An electric sarod, the most interesting of the many buskers and street musicians
outside Centre Pompidou on a cloudy afternoon.
From here on, we are on that sunny Sunday afternoon before the train.
Place de la Contrescarp, a colorful rag-tag neighborhood behind the university
district.
Arenes de Lutece, the remains of a Roman arena, now a park.
Down to the Seine. The nearby Big Sights are already flooded with my fellow
turistas, while locals enjoy the banks of the river itself.
Notre Dame, and the box it came in.
The padlocks-on-the-bridges business has gotten out of hand. The book stalls along
the Seine display new padlocks along side their old books. Vendors hawk them on the
Pont des Arts itself, with signs about "love locks".

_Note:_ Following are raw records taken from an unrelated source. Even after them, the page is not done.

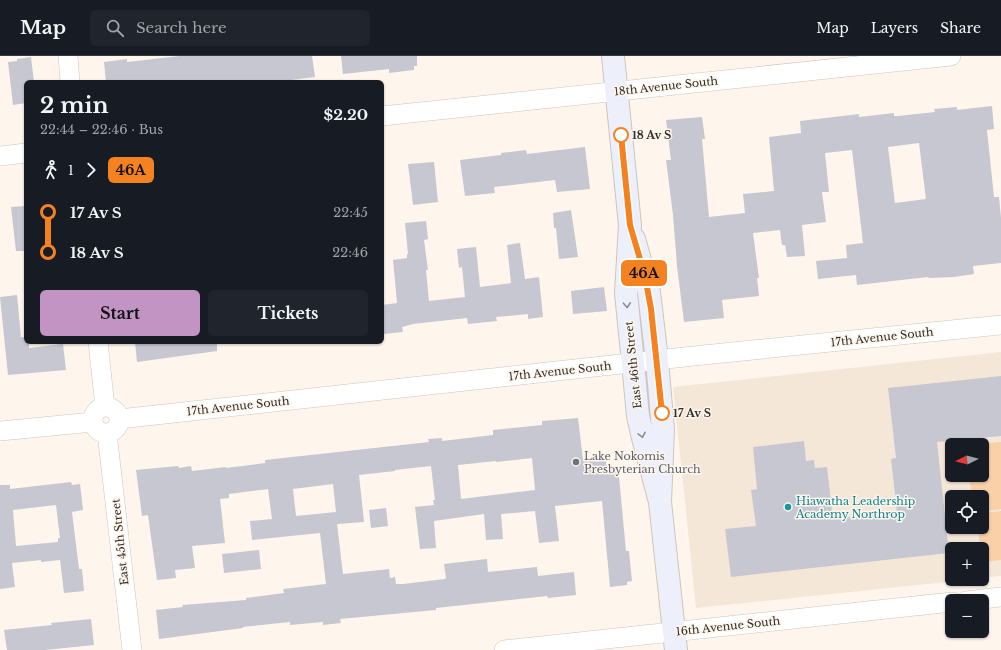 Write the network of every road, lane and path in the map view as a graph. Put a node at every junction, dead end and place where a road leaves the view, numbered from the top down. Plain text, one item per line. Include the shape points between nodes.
1 (68, 56) edge
2 (613, 56) edge
3 (950, 56) edge
4 (70, 80) edge
5 (617, 91) junction
6 (384, 116) edge
7 (24, 153) edge
8 (0, 156) edge
9 (630, 225) junction
10 (1001, 325) edge
11 (98, 344) edge
12 (657, 360) junction
13 (633, 363) junction
14 (105, 407) junction
15 (119, 419) junction
16 (93, 422) junction
17 (0, 431) edge
18 (107, 433) junction
19 (660, 502) junction
20 (1001, 597) edge
21 (989, 598) edge
22 (945, 603) edge
23 (675, 641) edge
24 (132, 650) edge
25 (504, 650) edge

1 - 4 street
2 - 5 main road, East 46th Street
3 - 5 street, 18th Avenue South
5 - 6 street, 18th Avenue South
5 - 9 main road, East 46th Street
7 - 8 street
9 - 12 main road, East 46th Street via 649,292
9 -> 13 main road, East 46th Street via 626,293
10 - 12 street, 17th Avenue South
11 - 14 street
12 - 13 street, 17th Avenue South
12 - 19 main road, East 46th Street via 663,430
13 - 15 street, 17th Avenue South
13 -> 19 main road, East 46th Street via 638,416
14 - 15 street via 114,410
14 - 16 street via 98,409
15 - 18 street via 114,430
16 - 17 street
16 - 18 street via 96,429
18 - 24 street, East 45th Street
19 - 23 main road, East 46th Street
20 - 21 street
22 - 23 street, 16th Avenue South
23 - 25 street, 16th Avenue South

For the literarily inclined, Place St. Sulpice provides two salutes to
writers outside the mainstream.
Harkening to the days when Rambo was nothing worse than a surrealist poet.
Georges Perec"s novel
A Void
is a
tour de force of wordplay and linguaphilic loopiness, as well as
a thoughtful surrealist novel, and arguably several other things. It isn't for everybody.
Even for thems as it suits, it is not an easy read, but it
is a hoot. This sneaky
tribute sign is probably more understood in Paris than any other city, which is saying
little enough.
If I knew where to get a copy - of the sign, that is; I have the book - I
would do so.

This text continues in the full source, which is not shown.